Operational efficiency
- Significant reduction in manual support and front-desk workload.
- Automation of booking, routing, and ticketing workflows.
- Ability to scale communication volume without proportional hiring.
Product differentiation
- Unified multi-channel AI instead of separate disconnected tools.
- Business-specific knowledge grounding and CRM-aware responses.
- High-value vertical fit across service-heavy industries.
My Role
This project involved end-to-end ownership across architecture, AI systems, backend engineering, integrations, and production reliability.
Owned directly
- System architecture for real-time AI and communication flows.
- LLM pipelines, prompting, orchestration, and optimization.
- Knowledge ingestion, retrieval, and vector search workflows.
- Multi-channel backend infrastructure for phone, SMS, and web.
- Workflow engine design and external integrations.
- Performance tuning for latency, concurrency, and reliability.
Hands-on execution
- Wrote production backend and AI pipeline code.
- Debugged live call flows, hallucinations, async issues, and race conditions.

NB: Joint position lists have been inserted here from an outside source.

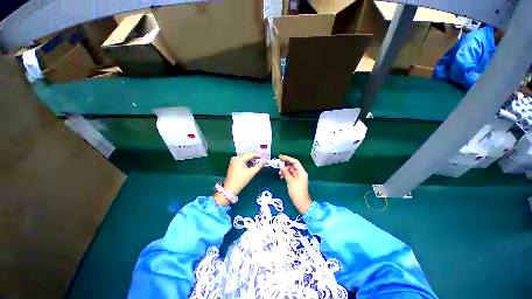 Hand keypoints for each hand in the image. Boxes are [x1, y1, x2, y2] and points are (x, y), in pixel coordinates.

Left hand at [214, 152, 265, 205]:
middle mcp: (236, 157)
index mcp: (239, 158)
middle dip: (256, 156)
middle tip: (264, 157)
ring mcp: (234, 160)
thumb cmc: (241, 180)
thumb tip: (264, 162)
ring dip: (252, 159)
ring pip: (245, 157)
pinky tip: (254, 163)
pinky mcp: (234, 164)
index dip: (259, 155)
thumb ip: (258, 166)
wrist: (230, 188)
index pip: (251, 154)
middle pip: (248, 155)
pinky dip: (248, 161)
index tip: (266, 156)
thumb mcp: (251, 173)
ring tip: (260, 160)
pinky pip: (243, 160)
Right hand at [279, 154, 311, 213]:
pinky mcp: (295, 180)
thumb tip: (281, 167)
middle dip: (285, 165)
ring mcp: (297, 177)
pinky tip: (281, 176)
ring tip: (279, 174)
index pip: (295, 162)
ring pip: (290, 170)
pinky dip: (285, 174)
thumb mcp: (290, 181)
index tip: (281, 157)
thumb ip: (286, 173)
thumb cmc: (297, 191)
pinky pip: (289, 174)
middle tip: (278, 164)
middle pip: (292, 165)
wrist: (301, 202)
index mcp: (301, 172)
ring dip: (284, 170)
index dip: (288, 158)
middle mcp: (300, 173)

- Implemented APIs and internal services used by the product.
- Supported deployment, monitoring, and incident response in production.
- Collaborated on admin UX, product strategy, and vertical-specific solutions.
Key Lessons
The project reinforced a practical principle: successful AI SaaS products win when they balance model quality with response speed, workflow completion, and operational reliability.
Performance is product
In voice systems, latency is not a backend metric. It directly shapes user trust and adoption.
Domain context beats generic intelligence
Vertical-specific prompts and retrieval delivered much stronger outcomes than a one-size-fits-all assistant.
Automation must complete the loop
The highest-value experiences came from triggering real actions, not simply returning well-worded answers.